# How many grams in your classic double basket?



## Wuyang

Hi all....again.,,

I never used the pressurised basket supplied, instead I paid about £5 off amazon and got what was said to be a genuine gaggia (but who knows) double non pressurised basket, fits well, but just wondering how many grams it generally takes everyone roughly level off their basket say once a knife has skimmed the top. I suppose how fine the grind is could affect this? As rough guess I would say at the grind I have it's taking say 19-20g to achieve a level top, but I'm sure I read for the classic around 16g.

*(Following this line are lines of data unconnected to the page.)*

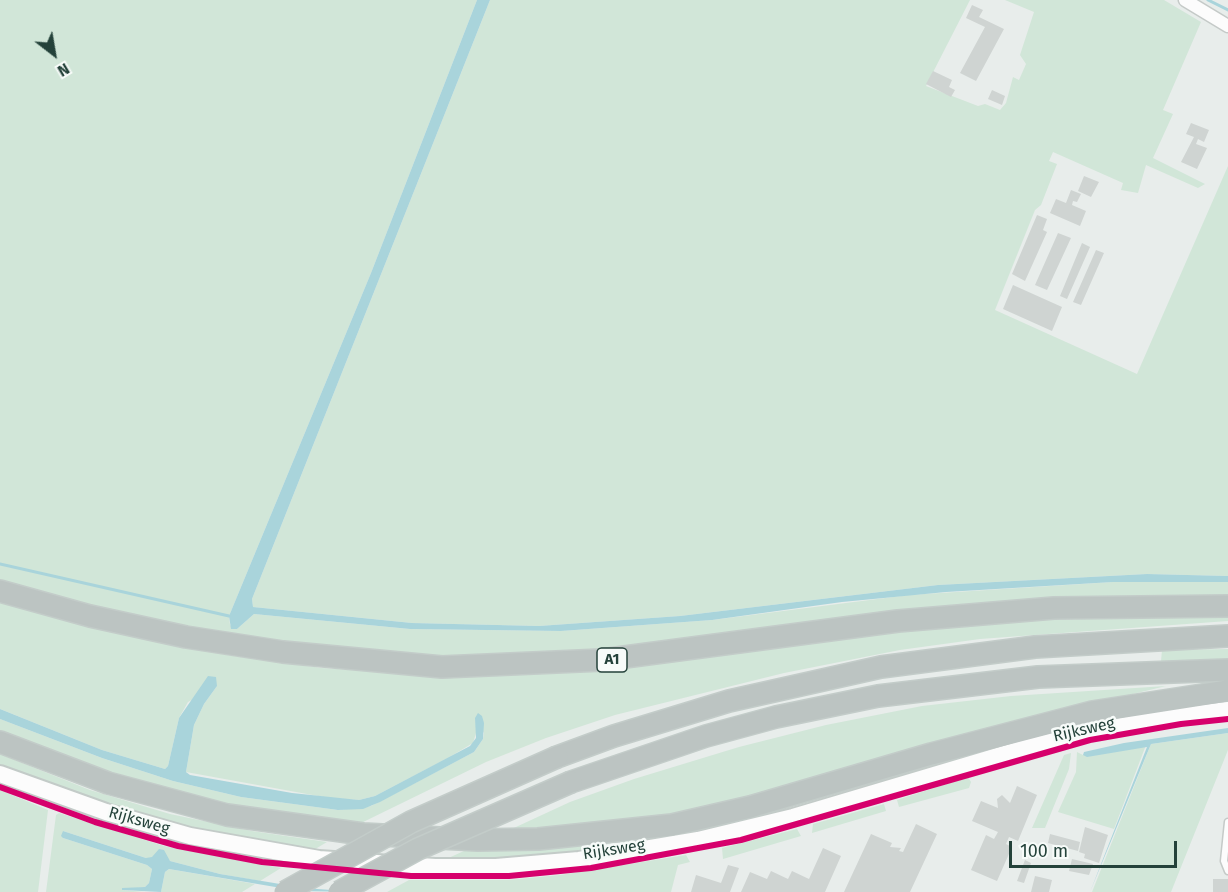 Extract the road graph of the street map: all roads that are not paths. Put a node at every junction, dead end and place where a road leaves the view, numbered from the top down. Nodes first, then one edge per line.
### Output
1 (1185, 0) edge
2 (1228, 26) edge
3 (0, 591) edge
4 (1228, 606) edge
5 (1228, 636) edge
6 (1228, 670) edge
7 (1228, 691) edge
8 (1228, 710) edge
9 (0, 742) edge
10 (0, 774) edge
11 (1228, 822) edge
12 (1228, 871) edge
13 (285, 892) edge
14 (339, 892) edge

1 - 2 street
3 - 4 highway, A1
5 - 13 highway, bridge
6 - 14 highway, bridge
7 - 9 highway
8 - 10 main road, Rijksweg
11 - 12 lane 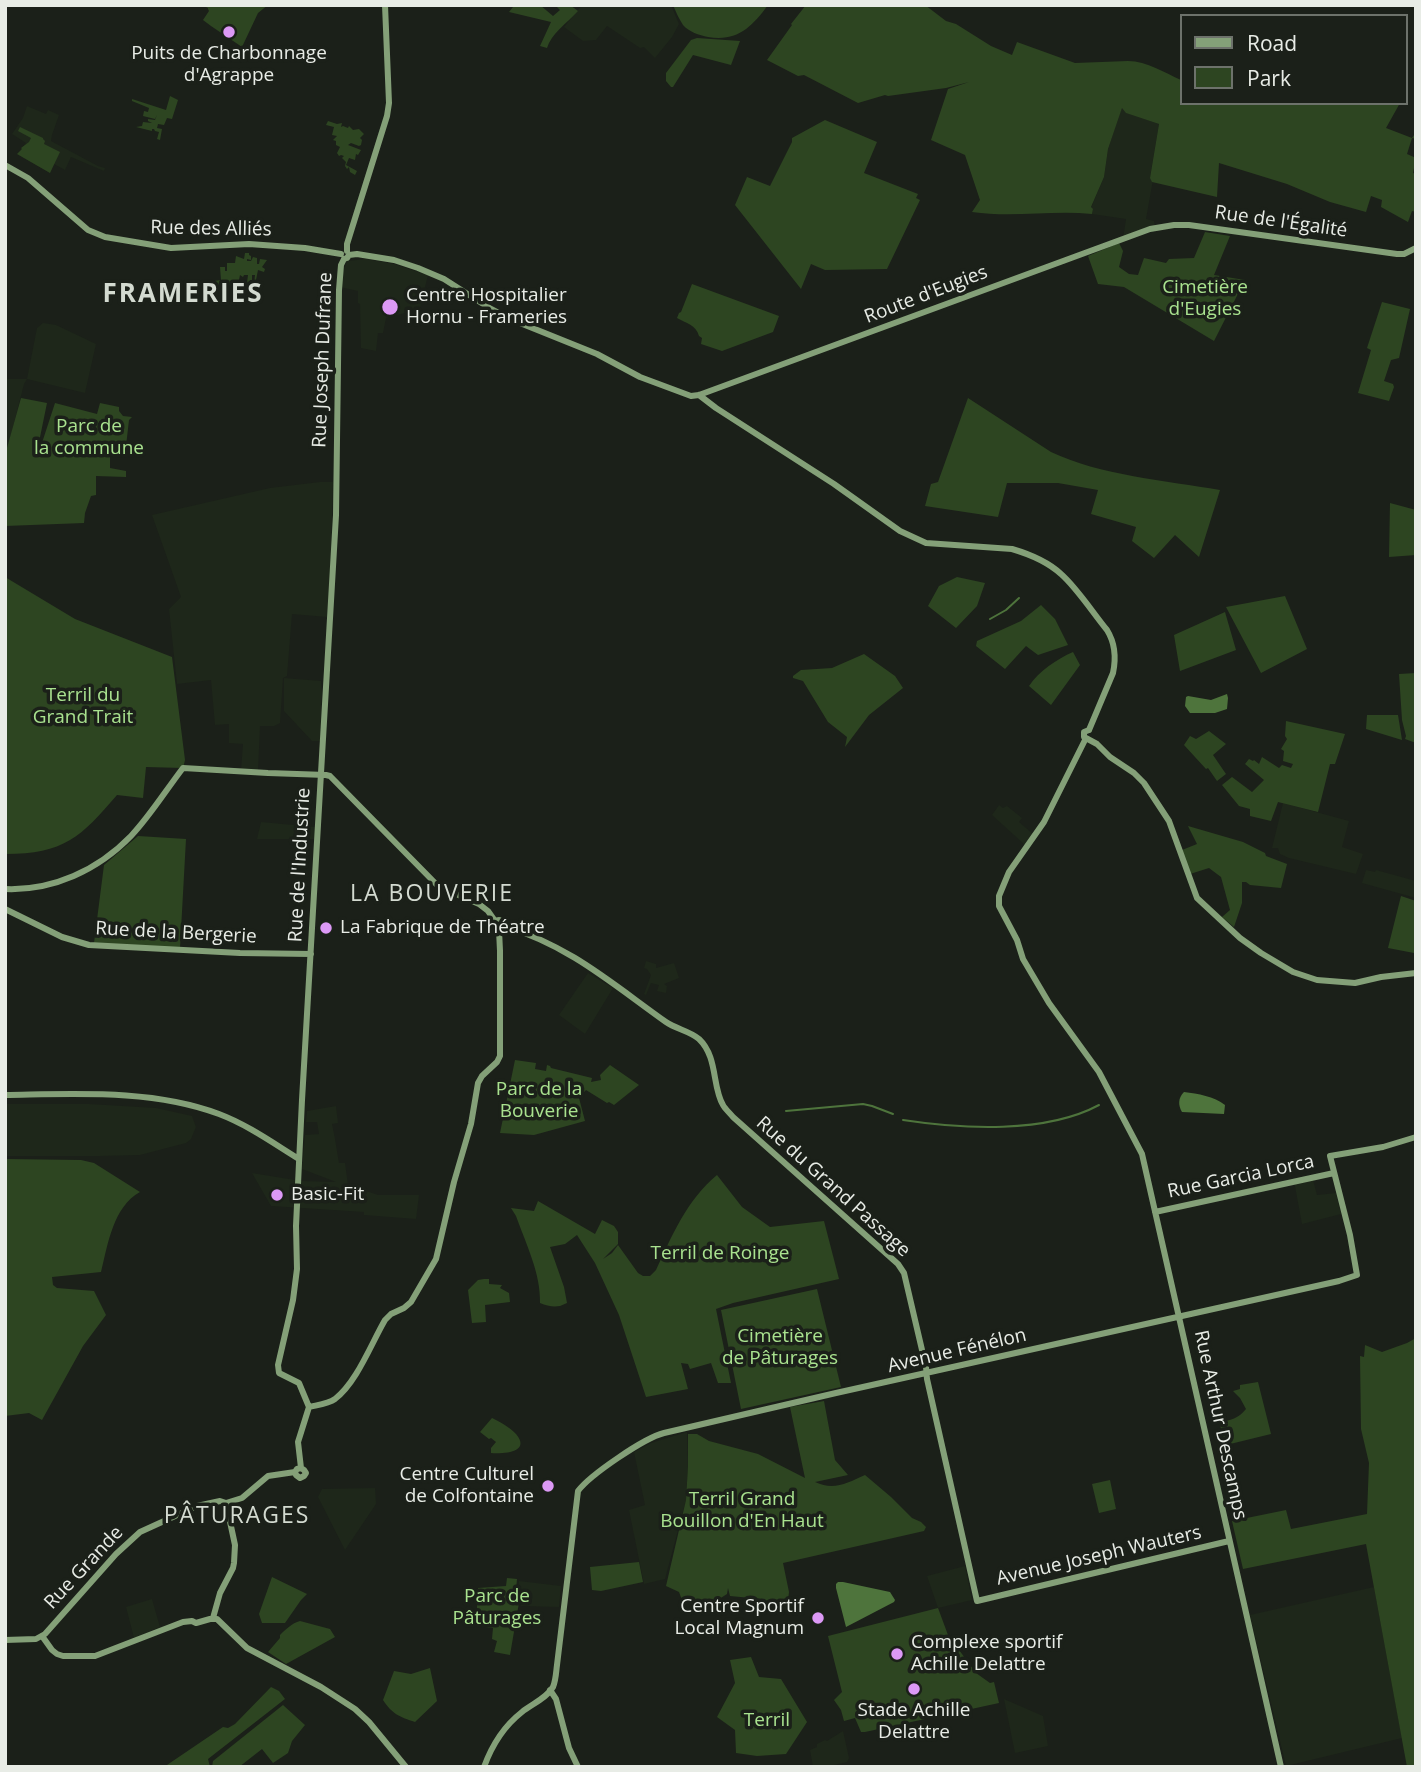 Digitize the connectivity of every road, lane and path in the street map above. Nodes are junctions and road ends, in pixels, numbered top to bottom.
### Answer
1 (385, 5) edge
2 (5, 165) edge
3 (1164, 226) joint
4 (1416, 248) edge
5 (345, 255) junction
6 (699, 395) junction
7 (337, 463) joint
8 (1089, 736) junction
9 (321, 775) junction
10 (5, 889) edge
11 (5, 909) edge
12 (501, 928) junction
13 (311, 954) junction
14 (1416, 973) edge
15 (5, 1095) edge
16 (1416, 1137) edge
17 (299, 1158) junction
18 (1334, 1172) junction
19 (1155, 1212) junction
20 (1180, 1316) junction
21 (926, 1373) junction
22 (309, 1407) junction
23 (226, 1503) junction
24 (1229, 1541) junction
25 (976, 1601) joint
26 (213, 1618) junction
27 (42, 1636) junction
28 (5, 1640) edge
29 (550, 1690) junction
30 (406, 1767) edge
31 (484, 1767) edge
32 (578, 1767) edge
33 (1280, 1767) edge

1 - 5 street, Rue Joseph Dufrane
2 - 5 street, Rue des Alliés
3 - 4 street, Rue de l'Égalité
3 - 6 street, Route d'Eugies
5 - 6 street, Rue des Alliés
5 - 7 street, Rue Joseph Dufrane
6 - 8 street
7 - 9 street, Rue de l'Industrie
8 - 14 street
8 - 19 street, Rue Arthur Descamps
9 - 10 street
9 - 12 street
9 - 13 street, Rue de l'Industrie
11 - 13 street, Rue de la Bergerie
12 - 21 street, Rue du Grand Passage
12 - 22 street
13 - 17 street, Rue de l'Industrie
15 - 17 street
16 - 18 street
17 - 22 street, Rue de l'Industrie
18 - 19 street, Rue Garcia Lorca
18 - 20 street, Avenue Fénélon
19 - 20 street, Rue Arthur Descamps
20 - 21 street, Avenue Fénélon
20 - 24 street, Rue Arthur Descamps
21 - 25 street, Rue du Grand Passage
21 - 29 street, Avenue Fénélon
22 - 23 street, Rue Grande
23 - 26 street
23 - 27 street, Rue Grande
24 - 25 street, Avenue Joseph Wauters
24 - 33 street, Rue Arthur Descamps
26 - 27 street
26 - 30 street
27 - 28 street, Rue Grande
29 - 31 street
29 - 32 street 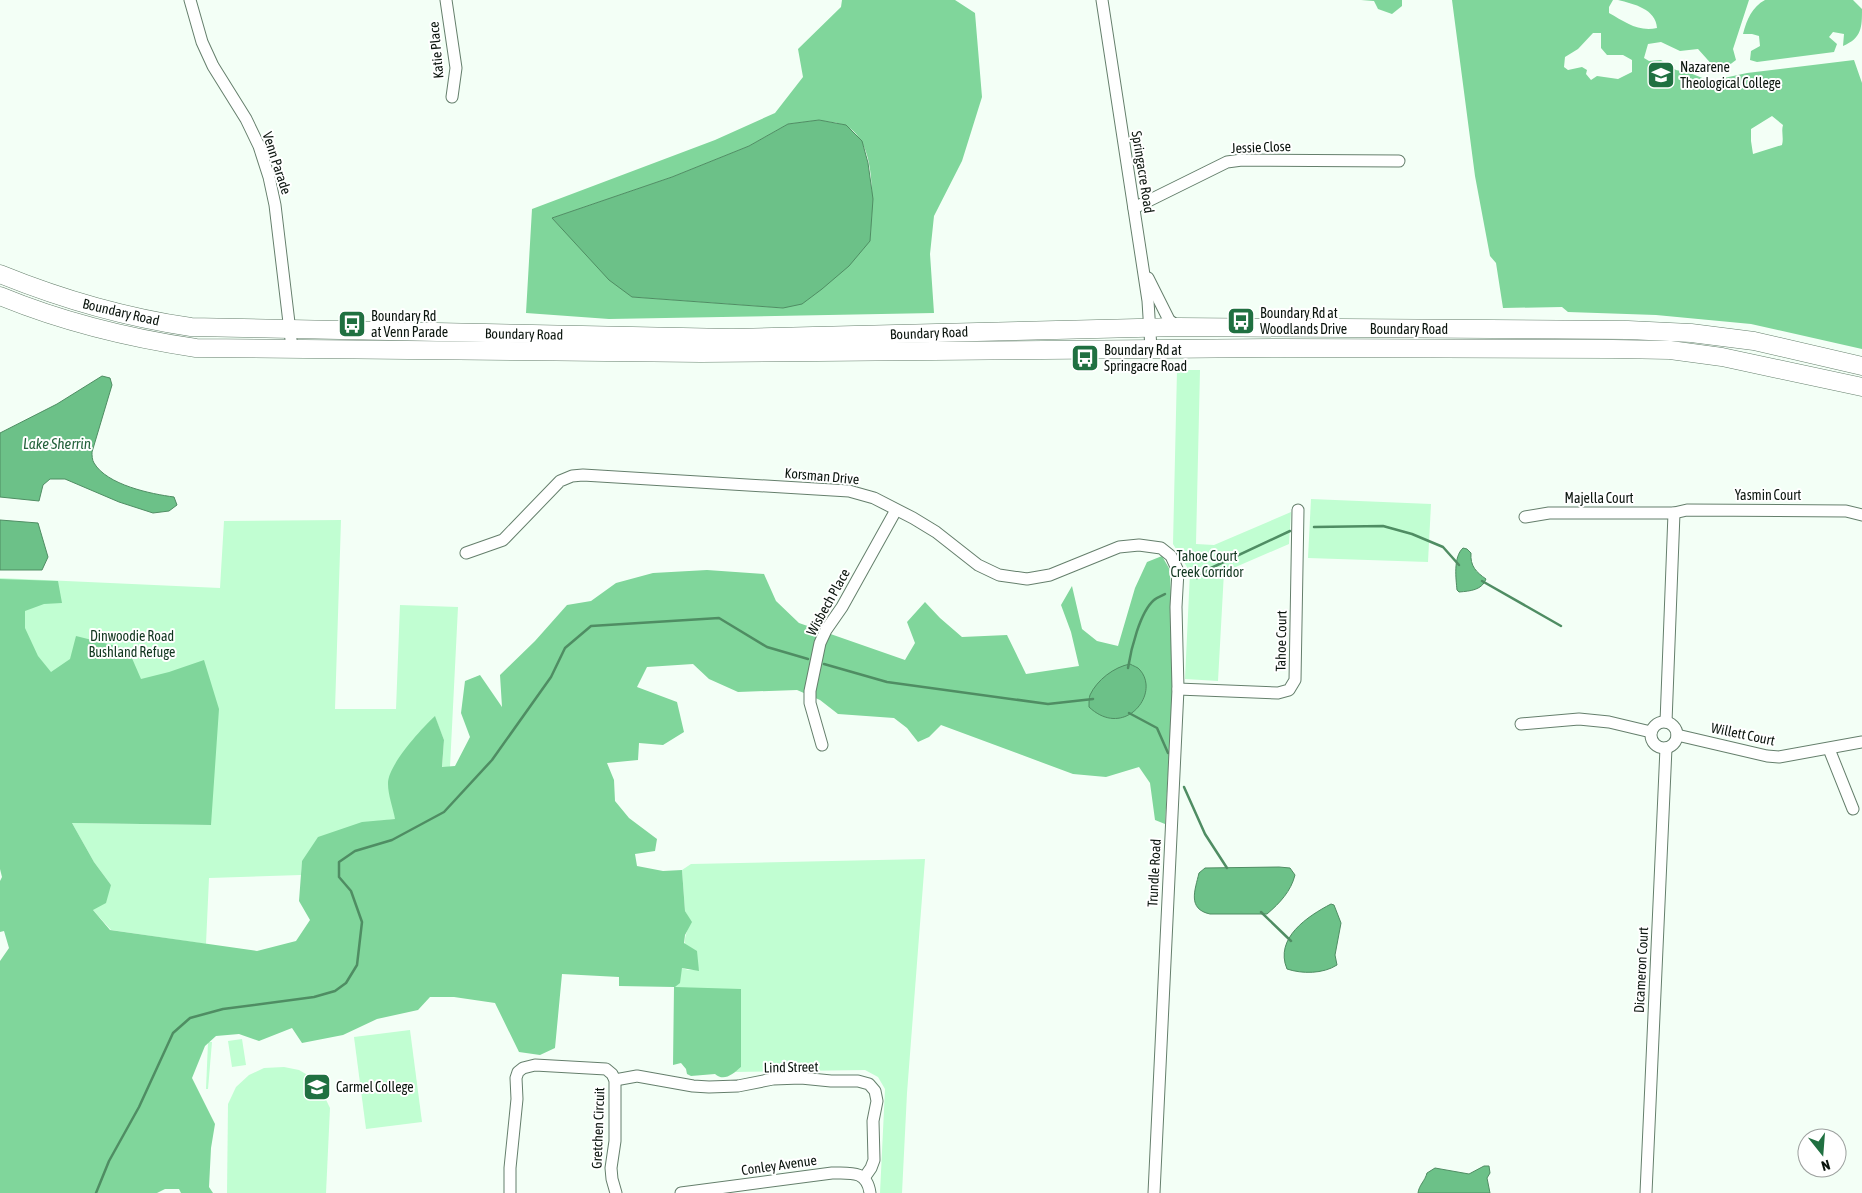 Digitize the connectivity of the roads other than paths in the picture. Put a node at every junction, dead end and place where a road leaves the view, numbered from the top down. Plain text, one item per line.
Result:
1 (190, 0) edge
2 (446, 0) edge
3 (1102, 0) edge
4 (452, 97) dead end
5 (1399, 161) dead end
6 (1134, 208) junction
7 (1142, 265) junction
8 (0, 274) edge
9 (0, 296) edge
10 (1178, 327) junction
11 (1150, 328) junction
12 (290, 329) junction
13 (1726, 338) junction
14 (292, 348) junction
15 (1151, 349) junction
16 (1722, 357) junction
17 (1862, 366) edge
18 (1862, 386) edge
19 (896, 510) junction
20 (1298, 510) dead end
21 (1674, 513) junction
22 (1862, 515) edge
23 (1525, 517) dead end
24 (466, 553) dead end
25 (1171, 556) joint
26 (1178, 689) junction
27 (1666, 722) junction
28 (1521, 724) dead end
29 (1652, 732) junction
30 (1677, 735) junction
31 (1862, 742) edge
32 (822, 745) dead end
33 (1666, 748) junction
34 (1829, 749) junction
35 (1853, 809) dead end
36 (615, 1080) junction
37 (864, 1178) junction
38 (510, 1193) edge
39 (616, 1193) edge
40 (681, 1193) edge
41 (870, 1193) edge
42 (1154, 1193) edge
43 (1646, 1193) edge

1 - 12 street, Venn Parade
2 - 4 street, Katie Place
3 - 6 street, Springacre Road
5 - 6 street, Jessie Close
6 - 7 street, Springacre Road
7 - 10 street
7 - 11 street, Springacre Road
8 - 12 highway, Boundary Road
9 - 14 highway, Boundary Road
10 - 11 highway, Boundary Road
10 - 13 highway, Boundary Road
11 - 12 highway, Boundary Road
11 - 15 street, Springacre Road
12 - 14 street, Venn Parade
13 - 16 highway
13 - 17 highway, Boundary Road
14 - 15 highway, Boundary Road
15 - 16 highway, Boundary Road
16 - 18 highway, Boundary Road
19 - 24 street, Korsman Drive
19 - 25 street, Korsman Drive
19 - 32 street, Wisbech Place
20 - 26 street, Tahoe Court
21 - 22 street, Yasmin Court
21 - 23 street, Majella Court
21 - 27 street
25 - 26 street, Trundle Road
26 - 42 street, Trundle Road
27 - 29 street
27 - 30 street
28 - 29 street
29 - 33 street
30 - 33 street
30 - 34 street, Willett Court
31 - 34 street, Willett Court
33 - 43 street, Dicameron Court
34 - 35 street
36 - 37 street, Lind Street
36 - 38 street, Gretchen Circuit
36 - 39 street, Gretchen Circuit
37 - 40 street, Conley Avenue
37 - 41 street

Any comments welcome, also are all gaggia classic baskets the same volume etc?

cheers


----------



## froggystyle

I dont think you want to go straight to the top of the basket, try 15g and go from there..


----------



## oracleoftruth

I find any more that 16g just won't Work.


----------



## Wuyang

Cheers......do you sort of level it off before you tamper.........thanks


----------



## froggystyle

oracleoftruth said:


> I find any more that 16g just won't Work.


In what way doesnt it work ?


----------



## oracleoftruth

Too full, touches the shower plate tends to not extract well, tastes worse.


----------



## froggystyle

Interesting, this is in a double basket?

I get about 4-5mm of space when i load 17g in a double... Maybe i am tamping to hard?


----------



## ajh101

I grind 17g, add it to the pf, level it off with a thumb and then tamp. Works for me.

The trick to success seems (to me) to be constant and change one variable at a time.

In this way you can tell what effect changes have on the resulting coffee.


----------



## ajh101

There may not be space before I tamp but always is after!


----------



## craftygeek

I've found it depends on the coffee.

As a general rule I try 16g first, but I have a coffee at the moment that i'm using 17g & another that i'm using 14g.

Some coffees have more volume than others & won't fit at larger doses....others maybe to strong or too weak & need the dose compensating as a result.


----------



## froggystyle

Good point, have only run two types through mine to date....


----------



## Thecatlinux

I started with 18g in my double baskets and have at least enough room to bury the tamper . I know when I am up too the max because the when i eject the puck you can see the imprint of the shower screen screw .Think thats at about 20g , will try in abit and report back, (have to say I have been running 16g today weighing into the basket and using a cocktail to stir it up before tamping.


----------



## NeilR

My unscientific approach is to fill to the top of the double basket, distribute with a cocktail stick and then tamp (or not as I forgot the other day). I'm not sure of the weight but it was around 17g when I last checked.


----------



## Wuyang

All very interesting.....


----------



## froggystyle

I usually wipe with finger to even it out, then tamp, nice and firm.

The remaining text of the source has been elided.